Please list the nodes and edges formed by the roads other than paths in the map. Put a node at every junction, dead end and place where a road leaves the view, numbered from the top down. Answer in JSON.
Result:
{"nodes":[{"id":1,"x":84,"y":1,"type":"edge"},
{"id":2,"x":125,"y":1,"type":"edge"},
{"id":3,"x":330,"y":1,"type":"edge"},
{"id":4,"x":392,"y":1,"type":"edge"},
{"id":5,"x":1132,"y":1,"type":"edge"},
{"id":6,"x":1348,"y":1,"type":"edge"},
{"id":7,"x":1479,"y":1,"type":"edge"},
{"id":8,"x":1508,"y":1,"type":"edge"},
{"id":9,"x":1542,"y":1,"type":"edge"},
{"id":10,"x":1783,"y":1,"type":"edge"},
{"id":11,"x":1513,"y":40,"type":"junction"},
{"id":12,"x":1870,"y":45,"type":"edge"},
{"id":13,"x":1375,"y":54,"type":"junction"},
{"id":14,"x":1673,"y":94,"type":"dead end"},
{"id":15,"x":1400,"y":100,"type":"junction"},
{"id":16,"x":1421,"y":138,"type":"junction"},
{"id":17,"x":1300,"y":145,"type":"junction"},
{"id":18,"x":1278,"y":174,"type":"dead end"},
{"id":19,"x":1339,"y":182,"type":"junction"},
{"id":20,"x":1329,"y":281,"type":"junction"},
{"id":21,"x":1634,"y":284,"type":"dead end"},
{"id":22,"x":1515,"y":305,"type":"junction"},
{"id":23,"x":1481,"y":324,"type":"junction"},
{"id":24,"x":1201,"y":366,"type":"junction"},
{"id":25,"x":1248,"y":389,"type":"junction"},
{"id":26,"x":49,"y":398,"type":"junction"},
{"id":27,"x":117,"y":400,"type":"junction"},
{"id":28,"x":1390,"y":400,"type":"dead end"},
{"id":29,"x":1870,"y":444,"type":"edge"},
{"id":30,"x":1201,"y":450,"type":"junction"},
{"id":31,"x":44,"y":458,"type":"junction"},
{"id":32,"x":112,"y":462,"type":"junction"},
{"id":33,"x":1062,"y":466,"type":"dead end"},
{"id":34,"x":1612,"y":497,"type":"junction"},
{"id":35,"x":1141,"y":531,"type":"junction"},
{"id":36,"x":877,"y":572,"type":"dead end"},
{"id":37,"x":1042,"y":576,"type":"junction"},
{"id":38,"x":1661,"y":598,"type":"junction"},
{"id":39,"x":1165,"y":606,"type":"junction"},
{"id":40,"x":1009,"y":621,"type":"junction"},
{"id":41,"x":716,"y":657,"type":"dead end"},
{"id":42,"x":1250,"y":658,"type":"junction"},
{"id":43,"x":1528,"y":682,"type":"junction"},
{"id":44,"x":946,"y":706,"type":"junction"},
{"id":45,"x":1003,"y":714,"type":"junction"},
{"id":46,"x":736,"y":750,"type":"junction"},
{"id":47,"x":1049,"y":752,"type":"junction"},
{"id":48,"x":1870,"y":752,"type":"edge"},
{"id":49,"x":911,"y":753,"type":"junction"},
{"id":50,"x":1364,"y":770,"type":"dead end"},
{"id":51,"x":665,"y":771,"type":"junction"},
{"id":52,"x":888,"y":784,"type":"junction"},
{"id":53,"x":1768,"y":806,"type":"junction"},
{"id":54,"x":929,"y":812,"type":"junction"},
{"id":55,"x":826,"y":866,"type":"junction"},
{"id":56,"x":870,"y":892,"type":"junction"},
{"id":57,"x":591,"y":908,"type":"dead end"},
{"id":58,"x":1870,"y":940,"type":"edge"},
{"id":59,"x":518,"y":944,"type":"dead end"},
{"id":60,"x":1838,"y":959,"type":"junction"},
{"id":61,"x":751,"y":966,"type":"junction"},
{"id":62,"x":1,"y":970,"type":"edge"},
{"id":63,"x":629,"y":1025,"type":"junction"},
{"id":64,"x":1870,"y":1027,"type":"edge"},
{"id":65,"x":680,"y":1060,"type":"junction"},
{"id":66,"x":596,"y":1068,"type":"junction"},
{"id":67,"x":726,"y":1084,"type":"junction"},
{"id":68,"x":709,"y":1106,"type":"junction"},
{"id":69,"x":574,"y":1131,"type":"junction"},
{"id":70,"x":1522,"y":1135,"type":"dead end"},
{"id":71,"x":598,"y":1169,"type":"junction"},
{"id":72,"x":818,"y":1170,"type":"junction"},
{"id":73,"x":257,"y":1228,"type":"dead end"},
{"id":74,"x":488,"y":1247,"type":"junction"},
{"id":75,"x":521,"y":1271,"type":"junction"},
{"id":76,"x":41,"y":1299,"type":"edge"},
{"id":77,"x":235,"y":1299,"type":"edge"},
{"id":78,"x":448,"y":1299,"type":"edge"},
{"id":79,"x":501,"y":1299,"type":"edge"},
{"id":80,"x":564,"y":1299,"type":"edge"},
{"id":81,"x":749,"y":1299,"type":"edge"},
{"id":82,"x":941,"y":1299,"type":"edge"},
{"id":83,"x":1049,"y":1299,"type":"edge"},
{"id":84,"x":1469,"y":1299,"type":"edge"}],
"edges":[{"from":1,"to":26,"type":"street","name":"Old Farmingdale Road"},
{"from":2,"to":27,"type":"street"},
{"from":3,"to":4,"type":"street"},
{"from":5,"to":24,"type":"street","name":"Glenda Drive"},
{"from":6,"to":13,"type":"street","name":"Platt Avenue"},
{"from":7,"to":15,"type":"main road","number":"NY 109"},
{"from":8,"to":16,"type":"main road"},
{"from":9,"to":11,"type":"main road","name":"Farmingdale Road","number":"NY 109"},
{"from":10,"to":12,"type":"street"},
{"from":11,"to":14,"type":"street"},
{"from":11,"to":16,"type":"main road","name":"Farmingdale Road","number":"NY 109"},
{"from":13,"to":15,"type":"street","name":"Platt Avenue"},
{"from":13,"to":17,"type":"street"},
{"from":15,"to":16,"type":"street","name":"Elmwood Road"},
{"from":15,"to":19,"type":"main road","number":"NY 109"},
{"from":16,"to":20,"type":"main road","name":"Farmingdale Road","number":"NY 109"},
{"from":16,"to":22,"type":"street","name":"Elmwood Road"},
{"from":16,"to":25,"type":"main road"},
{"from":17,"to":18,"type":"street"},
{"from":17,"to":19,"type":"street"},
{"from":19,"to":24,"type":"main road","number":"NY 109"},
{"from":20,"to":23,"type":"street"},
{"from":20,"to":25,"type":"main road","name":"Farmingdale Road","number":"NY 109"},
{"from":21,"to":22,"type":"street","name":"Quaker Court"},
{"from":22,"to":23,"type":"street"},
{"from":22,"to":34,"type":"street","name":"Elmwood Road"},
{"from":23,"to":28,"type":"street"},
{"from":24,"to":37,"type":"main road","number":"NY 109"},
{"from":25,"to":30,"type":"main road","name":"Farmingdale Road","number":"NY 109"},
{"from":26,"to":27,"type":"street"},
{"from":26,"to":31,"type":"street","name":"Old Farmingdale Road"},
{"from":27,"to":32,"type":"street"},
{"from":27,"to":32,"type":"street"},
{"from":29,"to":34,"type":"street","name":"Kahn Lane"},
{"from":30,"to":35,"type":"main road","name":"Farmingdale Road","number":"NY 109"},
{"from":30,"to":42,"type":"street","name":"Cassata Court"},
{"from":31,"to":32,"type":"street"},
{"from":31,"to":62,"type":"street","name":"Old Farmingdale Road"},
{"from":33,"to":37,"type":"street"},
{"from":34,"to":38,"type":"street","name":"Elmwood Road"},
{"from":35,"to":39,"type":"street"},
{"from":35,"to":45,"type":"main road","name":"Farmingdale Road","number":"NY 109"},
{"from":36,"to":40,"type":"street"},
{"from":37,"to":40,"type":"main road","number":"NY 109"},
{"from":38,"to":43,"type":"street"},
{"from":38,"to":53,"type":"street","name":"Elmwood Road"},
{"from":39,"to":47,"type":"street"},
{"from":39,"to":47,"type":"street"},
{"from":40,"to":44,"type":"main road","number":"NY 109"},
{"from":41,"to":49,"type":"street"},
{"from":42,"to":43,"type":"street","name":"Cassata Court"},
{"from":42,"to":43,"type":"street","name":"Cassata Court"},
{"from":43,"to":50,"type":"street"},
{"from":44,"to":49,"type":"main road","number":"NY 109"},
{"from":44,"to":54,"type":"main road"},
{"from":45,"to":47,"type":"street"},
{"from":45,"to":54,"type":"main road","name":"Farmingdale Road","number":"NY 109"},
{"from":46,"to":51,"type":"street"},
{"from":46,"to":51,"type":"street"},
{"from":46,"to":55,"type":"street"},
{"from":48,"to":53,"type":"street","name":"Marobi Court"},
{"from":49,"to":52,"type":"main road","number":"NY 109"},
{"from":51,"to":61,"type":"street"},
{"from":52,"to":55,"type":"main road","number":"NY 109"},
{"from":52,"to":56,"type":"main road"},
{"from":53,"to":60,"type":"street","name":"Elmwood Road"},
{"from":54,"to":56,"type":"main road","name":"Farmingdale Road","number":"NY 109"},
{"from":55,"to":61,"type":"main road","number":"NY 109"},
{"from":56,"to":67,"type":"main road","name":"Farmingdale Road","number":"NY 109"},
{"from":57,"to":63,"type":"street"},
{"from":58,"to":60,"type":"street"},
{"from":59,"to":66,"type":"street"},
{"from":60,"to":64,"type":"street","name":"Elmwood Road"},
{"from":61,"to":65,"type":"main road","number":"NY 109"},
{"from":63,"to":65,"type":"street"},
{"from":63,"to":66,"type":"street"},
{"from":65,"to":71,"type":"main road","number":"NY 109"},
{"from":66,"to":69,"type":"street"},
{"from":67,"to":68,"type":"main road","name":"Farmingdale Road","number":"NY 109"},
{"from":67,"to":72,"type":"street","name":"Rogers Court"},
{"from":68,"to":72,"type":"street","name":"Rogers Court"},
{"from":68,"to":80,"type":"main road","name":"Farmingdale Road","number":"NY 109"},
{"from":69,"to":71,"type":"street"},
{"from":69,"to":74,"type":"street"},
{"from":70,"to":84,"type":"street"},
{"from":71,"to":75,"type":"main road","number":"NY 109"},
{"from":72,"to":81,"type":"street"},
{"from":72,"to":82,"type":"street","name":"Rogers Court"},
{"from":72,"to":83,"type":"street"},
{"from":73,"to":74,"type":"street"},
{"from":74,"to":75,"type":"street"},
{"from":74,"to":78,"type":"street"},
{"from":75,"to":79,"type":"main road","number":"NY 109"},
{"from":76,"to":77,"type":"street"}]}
____________________
> [Task details]:
In the data above, find each line that has the word "edges" and copy it out.

> [Your response]:
Please list the nodes and edges formed by the roads other than paths in the map. Put a node at every junction, dead end and place where a road leaves the view, numbered from the top down. Answer in JSON.
"edges":[{"from":1,"to":26,"type":"street","name":"Old Farmingdale Road"},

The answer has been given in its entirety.